▶ [Excerpted data]

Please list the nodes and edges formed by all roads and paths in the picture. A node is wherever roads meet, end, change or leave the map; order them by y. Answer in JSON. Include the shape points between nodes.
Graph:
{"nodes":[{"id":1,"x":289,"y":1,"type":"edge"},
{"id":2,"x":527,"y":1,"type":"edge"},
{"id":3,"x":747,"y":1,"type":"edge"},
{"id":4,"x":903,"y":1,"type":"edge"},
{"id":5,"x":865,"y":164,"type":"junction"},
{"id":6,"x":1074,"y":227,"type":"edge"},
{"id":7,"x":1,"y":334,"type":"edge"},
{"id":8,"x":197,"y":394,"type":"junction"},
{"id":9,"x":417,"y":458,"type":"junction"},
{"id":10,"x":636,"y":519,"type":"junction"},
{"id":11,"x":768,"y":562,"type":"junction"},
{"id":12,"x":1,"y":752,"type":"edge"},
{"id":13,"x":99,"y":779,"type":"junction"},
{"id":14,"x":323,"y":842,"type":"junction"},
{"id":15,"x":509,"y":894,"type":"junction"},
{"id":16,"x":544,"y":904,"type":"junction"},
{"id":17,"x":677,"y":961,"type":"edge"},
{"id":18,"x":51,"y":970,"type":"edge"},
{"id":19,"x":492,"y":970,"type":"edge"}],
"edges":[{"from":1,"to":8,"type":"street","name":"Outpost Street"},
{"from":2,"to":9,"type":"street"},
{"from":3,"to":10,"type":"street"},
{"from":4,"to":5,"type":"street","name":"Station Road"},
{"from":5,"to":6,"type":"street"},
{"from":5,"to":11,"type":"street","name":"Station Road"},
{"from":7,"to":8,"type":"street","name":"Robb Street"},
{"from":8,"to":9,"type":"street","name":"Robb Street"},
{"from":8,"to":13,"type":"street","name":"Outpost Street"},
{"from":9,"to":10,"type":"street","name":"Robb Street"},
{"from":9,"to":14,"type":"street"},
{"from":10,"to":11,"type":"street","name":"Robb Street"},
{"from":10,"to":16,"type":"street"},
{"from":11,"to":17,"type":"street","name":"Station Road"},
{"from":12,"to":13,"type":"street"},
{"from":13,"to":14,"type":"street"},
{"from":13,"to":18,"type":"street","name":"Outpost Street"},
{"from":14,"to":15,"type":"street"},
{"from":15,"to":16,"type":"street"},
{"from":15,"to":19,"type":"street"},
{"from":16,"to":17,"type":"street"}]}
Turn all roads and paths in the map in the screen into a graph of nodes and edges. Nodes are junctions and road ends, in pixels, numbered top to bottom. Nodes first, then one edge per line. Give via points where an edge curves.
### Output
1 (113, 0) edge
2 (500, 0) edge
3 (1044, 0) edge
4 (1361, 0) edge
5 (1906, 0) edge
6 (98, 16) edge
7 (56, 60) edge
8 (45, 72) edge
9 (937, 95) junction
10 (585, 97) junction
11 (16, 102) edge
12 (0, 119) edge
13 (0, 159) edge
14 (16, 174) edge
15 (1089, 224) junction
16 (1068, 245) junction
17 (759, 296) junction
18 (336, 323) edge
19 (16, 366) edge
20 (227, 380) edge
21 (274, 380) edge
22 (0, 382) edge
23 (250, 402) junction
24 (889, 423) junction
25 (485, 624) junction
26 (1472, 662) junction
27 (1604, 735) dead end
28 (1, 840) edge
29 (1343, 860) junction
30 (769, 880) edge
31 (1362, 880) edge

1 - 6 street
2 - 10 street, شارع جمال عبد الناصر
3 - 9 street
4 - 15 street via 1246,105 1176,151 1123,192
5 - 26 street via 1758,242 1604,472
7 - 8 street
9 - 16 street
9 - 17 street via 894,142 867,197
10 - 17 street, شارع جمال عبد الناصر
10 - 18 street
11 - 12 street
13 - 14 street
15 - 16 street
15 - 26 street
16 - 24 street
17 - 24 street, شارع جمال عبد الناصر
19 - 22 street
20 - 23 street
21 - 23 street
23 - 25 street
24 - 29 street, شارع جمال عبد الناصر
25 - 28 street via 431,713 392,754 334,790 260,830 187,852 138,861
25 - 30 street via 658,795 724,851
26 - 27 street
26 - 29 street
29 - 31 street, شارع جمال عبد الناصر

▶ [Exercise directions] Reproduce each entry word for word.

▶ [Exercise solution]
Please list the nodes and edges formed by all roads and paths in the picture. A node is wherever roads meet, end, change or leave the map; order them by y. Answer in JSON. Include the shape points between nodes.
Graph:
{"nodes":[{"id":1,"x":289,"y":1,"type":"edge"},
{"id":2,"x":527,"y":1,"type":"edge"},
{"id":3,"x":747,"y":1,"type":"edge"},
{"id":4,"x":903,"y":1,"type":"edge"},
{"id":5,"x":865,"y":164,"type":"junction"},
{"id":6,"x":1074,"y":227,"type":"edge"},
{"id":7,"x":1,"y":334,"type":"edge"},
{"id":8,"x":197,"y":394,"type":"junction"},
{"id":9,"x":417,"y":458,"type":"junction"},
{"id":10,"x":636,"y":519,"type":"junction"},
{"id":11,"x":768,"y":562,"type":"junction"},
{"id":12,"x":1,"y":752,"type":"edge"},
{"id":13,"x":99,"y":779,"type":"junction"},
{"id":14,"x":323,"y":842,"type":"junction"},
{"id":15,"x":509,"y":894,"type":"junction"},
{"id":16,"x":544,"y":904,"type":"junction"},
{"id":17,"x":677,"y":961,"type":"edge"},
{"id":18,"x":51,"y":970,"type":"edge"},
{"id":19,"x":492,"y":970,"type":"edge"}],
"edges":[{"from":1,"to":8,"type":"street","name":"Outpost Street"},
{"from":2,"to":9,"type":"street"},
{"from":3,"to":10,"type":"street"},
{"from":4,"to":5,"type":"street","name":"Station Road"},
{"from":5,"to":6,"type":"street"},
{"from":5,"to":11,"type":"street","name":"Station Road"},
{"from":7,"to":8,"type":"street","name":"Robb Street"},
{"from":8,"to":9,"type":"street","name":"Robb Street"},
{"from":8,"to":13,"type":"street","name":"Outpost Street"},
{"from":9,"to":10,"type":"street","name":"Robb Street"},
{"from":9,"to":14,"type":"street"},
{"from":10,"to":11,"type":"street","name":"Robb Street"},
{"from":10,"to":16,"type":"street"},
{"from":11,"to":17,"type":"street","name":"Station Road"},
{"from":12,"to":13,"type":"street"},
{"from":13,"to":14,"type":"street"},
{"from":13,"to":18,"type":"street","name":"Outpost Street"},
{"from":14,"to":15,"type":"street"},
{"from":15,"to":16,"type":"street"},
{"from":15,"to":19,"type":"street"},
{"from":16,"to":17,"type":"street"}]}
Turn all roads and paths in the map in the screen into a graph of nodes and edges. Nodes are junctions and road ends, in pixels, numbered top to bottom. Nodes first, then one edge per line. Give via points where an edge curves.
### Output
1 (113, 0) edge
2 (500, 0) edge
3 (1044, 0) edge
4 (1361, 0) edge
5 (1906, 0) edge
6 (98, 16) edge
7 (56, 60) edge
8 (45, 72) edge
9 (937, 95) junction
10 (585, 97) junction
11 (16, 102) edge
12 (0, 119) edge
13 (0, 159) edge
14 (16, 174) edge
15 (1089, 224) junction
16 (1068, 245) junction
17 (759, 296) junction
18 (336, 323) edge
19 (16, 366) edge
20 (227, 380) edge
21 (274, 380) edge
22 (0, 382) edge
23 (250, 402) junction
24 (889, 423) junction
25 (485, 624) junction
26 (1472, 662) junction
27 (1604, 735) dead end
28 (1, 840) edge
29 (1343, 860) junction
30 (769, 880) edge
31 (1362, 880) edge

1 - 6 street
2 - 10 street, شارع جمال عبد الناصر
3 - 9 street
4 - 15 street via 1246,105 1176,151 1123,192
5 - 26 street via 1758,242 1604,472
7 - 8 street
9 - 16 street
9 - 17 street via 894,142 867,197
10 - 17 street, شارع جمال عبد الناصر
10 - 18 street
11 - 12 street
13 - 14 street
15 - 16 street
15 - 26 street
16 - 24 street
17 - 24 street, شارع جمال عبد الناصر
19 - 22 street
20 - 23 street
21 - 23 street
23 - 25 street
24 - 29 street, شارع جمال عبد الناصر
25 - 28 street via 431,713 392,754 334,790 260,830 187,852 138,861
25 - 30 street via 658,795 724,851
26 - 27 street
26 - 29 street
29 - 31 street, شارع جمال عبد الناصر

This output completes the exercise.